# dairy goat for cold climate?



## homesteadinmama (Apr 20, 2011)

Hi there I am wanting milk for my family of 6. Not sure about breeds that tolerate new england winters. How many goats should I'd have for us to have milk and chz? Any advice or recommendations would be greatly appreciated!


----------



## PattySh (Apr 20, 2011)

We keep our goats inside the barn for the winter here in VT. We have a mixture, oberhasli/alpine, alpine, Nubian,  a mininubian, NubianX's. They all do well.  I think it depends on how well the goats you get milk.
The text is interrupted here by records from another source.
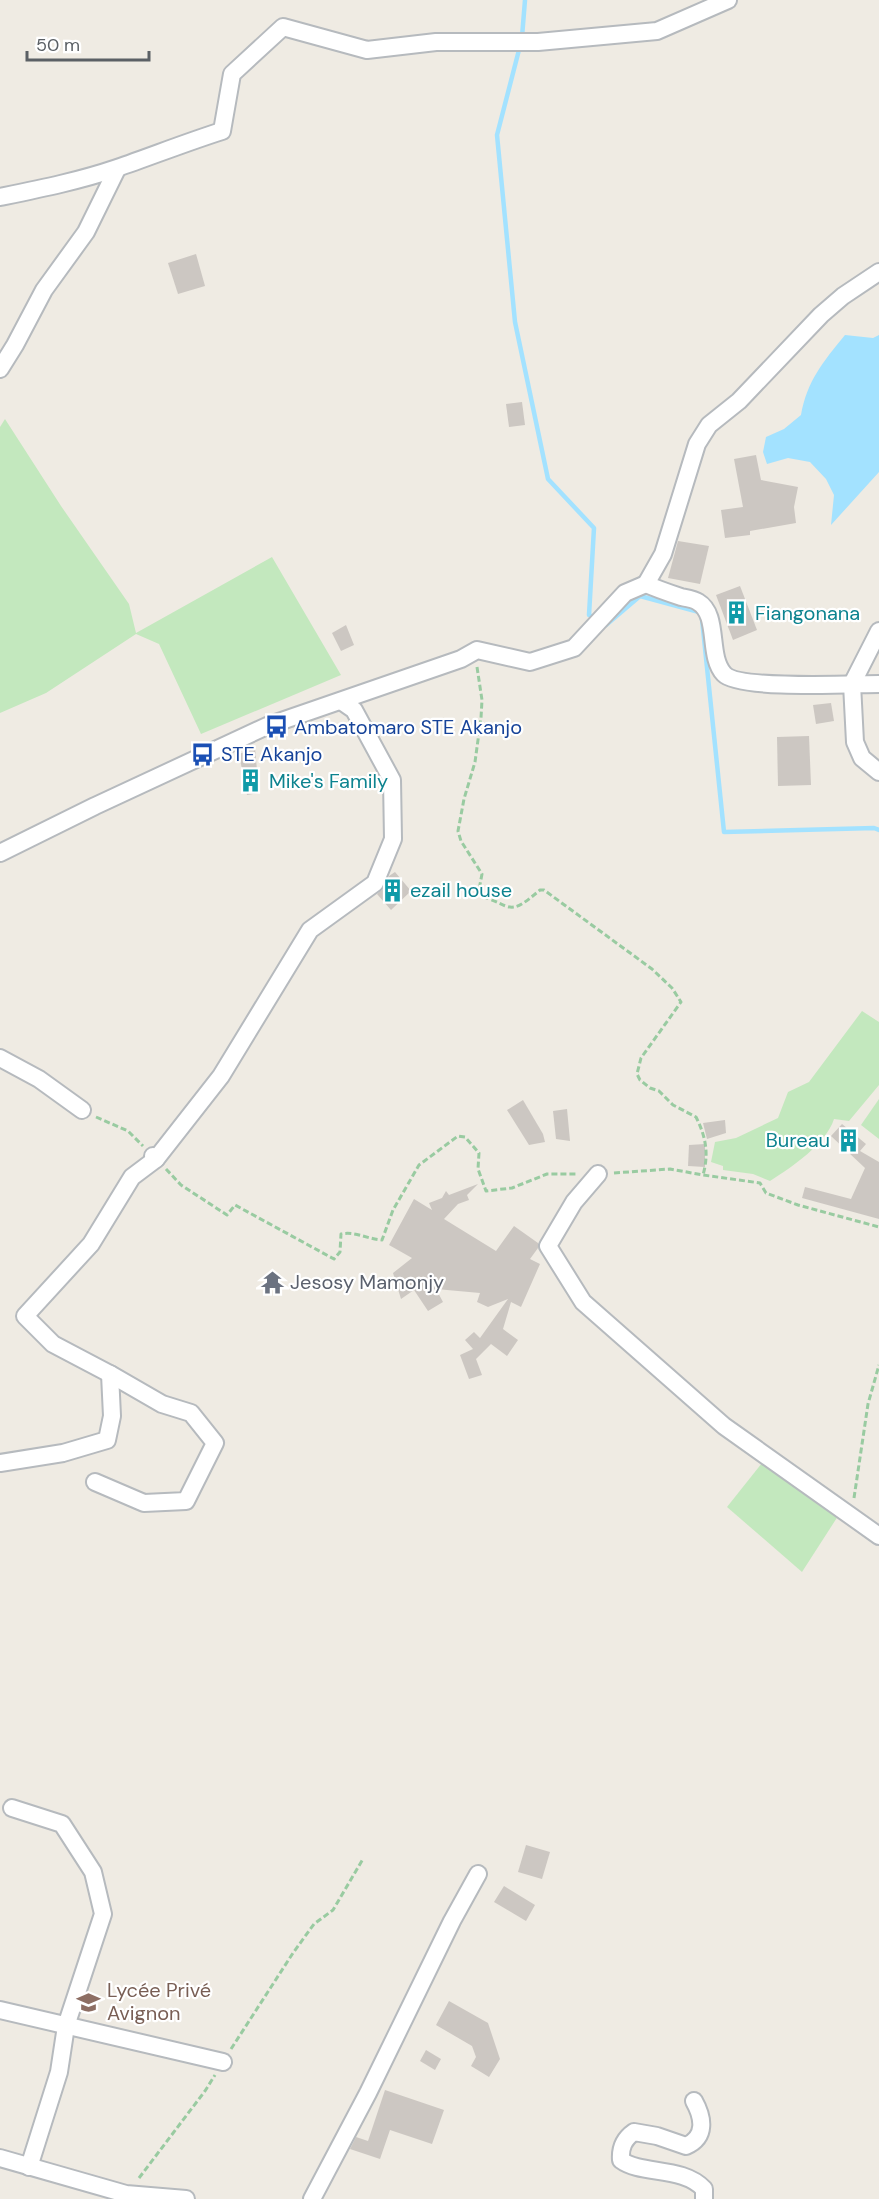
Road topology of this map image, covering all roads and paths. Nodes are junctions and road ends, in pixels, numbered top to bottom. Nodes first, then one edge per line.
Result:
1 (728, 0) edge
2 (117, 168) junction
3 (0, 197) edge
4 (879, 272) edge
5 (0, 369) edge
6 (646, 584) junction
7 (879, 631) edge
8 (477, 650) junction
9 (852, 684) junction
10 (879, 684) edge
11 (341, 701) junction
12 (879, 772) edge
13 (0, 853) edge
14 (0, 1058) edge
15 (82, 1110) joint
16 (154, 1158) junction
17 (598, 1174) junction
18 (703, 1175) junction
19 (879, 1227) edge
20 (879, 1365) edge
21 (110, 1374) junction
22 (0, 1463) edge
23 (96, 1482) dead end
24 (850, 1514) junction
25 (879, 1536) edge
26 (12, 1808) dead end
27 (363, 1859) dead end
28 (478, 1874) dead end
29 (0, 2010) edge
30 (66, 2026) junction
31 (223, 2062) junction
32 (694, 2101) dead end
33 (0, 2158) edge
34 (29, 2167) junction
35 (126, 2194) junction
36 (186, 2199) edge
37 (312, 2199) edge
38 (704, 2199) edge

1 - 2 street
2 - 3 street
2 - 5 street
4 - 6 street
6 - 8 street
6 - 9 street
7 - 9 street
8 - 11 street
8 - 18 path
9 - 10 street
9 - 12 street
11 - 13 street
11 - 16 street
14 - 15 street
15 - 16 path
16 - 17 path
16 - 21 street
17 - 18 path
17 - 24 street
18 - 19 path
20 - 24 path
21 - 22 street
21 - 23 street
24 - 25 street
26 - 30 street
27 - 31 path
28 - 37 street
29 - 30 street
30 - 31 street
30 - 34 street
31 - 35 path
32 - 38 street
33 - 34 street
34 - 35 street
35 - 36 street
I would start out with a few and see how you like milking. I am milking 5 right now. I milked 3 last year and this year got a machine. Takes less time to milk the 5 than handmilking 3 last year. I do hand milk from time to time to keep them used to it and to see who produces what.  My mini nubian produces as much as the oberhasli/alpines. I like the Nubian and Nubian X's for the butterfat content.  We staggered breedings over a few months so the milk would not run out. Where are you located?


----------



## Livinwright Farm (Apr 20, 2011)

I know that there are a few of us in New England, and between us there are a few different breeds. I have Nigerians and Nigerian/Pygmy crosses.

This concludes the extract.